Quote note (#241)
… globalization and the communications revolution have reinforced, rather than negated, geopolitics. The world map is now smaller and more claustrophobic, so that territory is more ferociously contested, and every regional conflict interacts with every other as never before. A war in Syria is inextricable from a terrorist outrage in Europe, even as Russia’s intervention in Syria affects Europe’s and America’s policy toward Ukraine. This happens at a moment when, as I’ve said, multinational empires are gone, as are most totalitarian regimes in contrived states where official borders do not conform with ethnic and sectarian ones. The upshot is a maelstrom of national and subnational groups in violent competition.
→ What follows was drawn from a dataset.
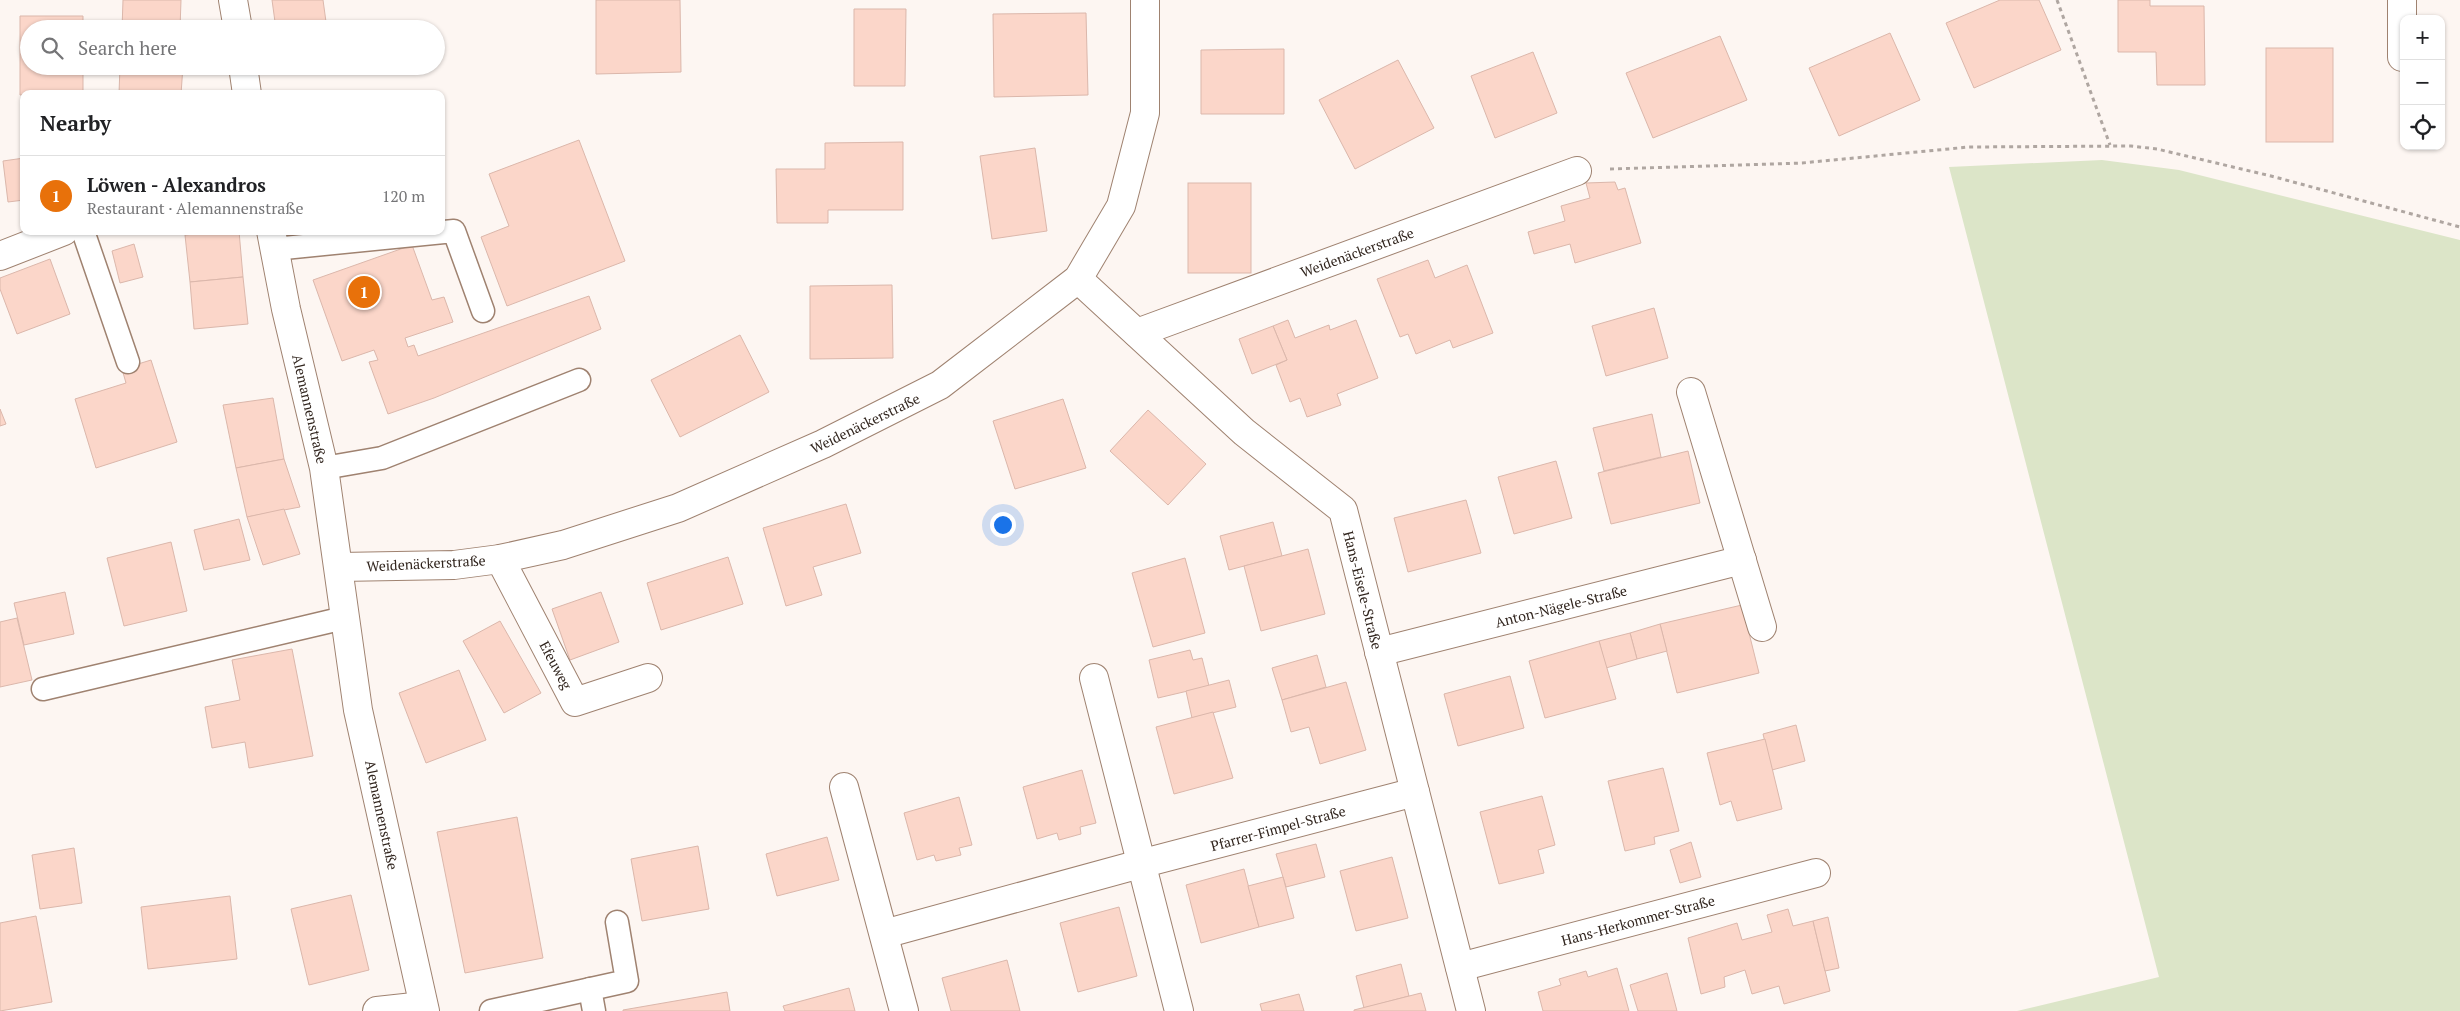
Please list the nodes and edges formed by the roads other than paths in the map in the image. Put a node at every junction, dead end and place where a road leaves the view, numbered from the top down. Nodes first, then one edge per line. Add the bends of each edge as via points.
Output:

And so, geopolitics — the battle for space and power — now occurs within states as well as between them. Cultural and religious differences are particularly exacerbated: as group differences melt down in the crucible of globalization, they have to be reforged in a blunter and more ideological form. It isn’t the clash of civilizations so much as the clash of artificially reconstructed civilizations that is taking place. Witness the Islamic State, which does not represent Islam per se, but Islam combusting with the tyrannical conformity and mass hysteria of the Internet and social media. The postmodern reinvention of identities only hardens geopolitical divides.
His core thesis seems quite obviously correct: “We are entering an age of what I call comparative anarchy, that is, a much higher level of anarchy compared to that of the Cold War and post–Cold War periods.”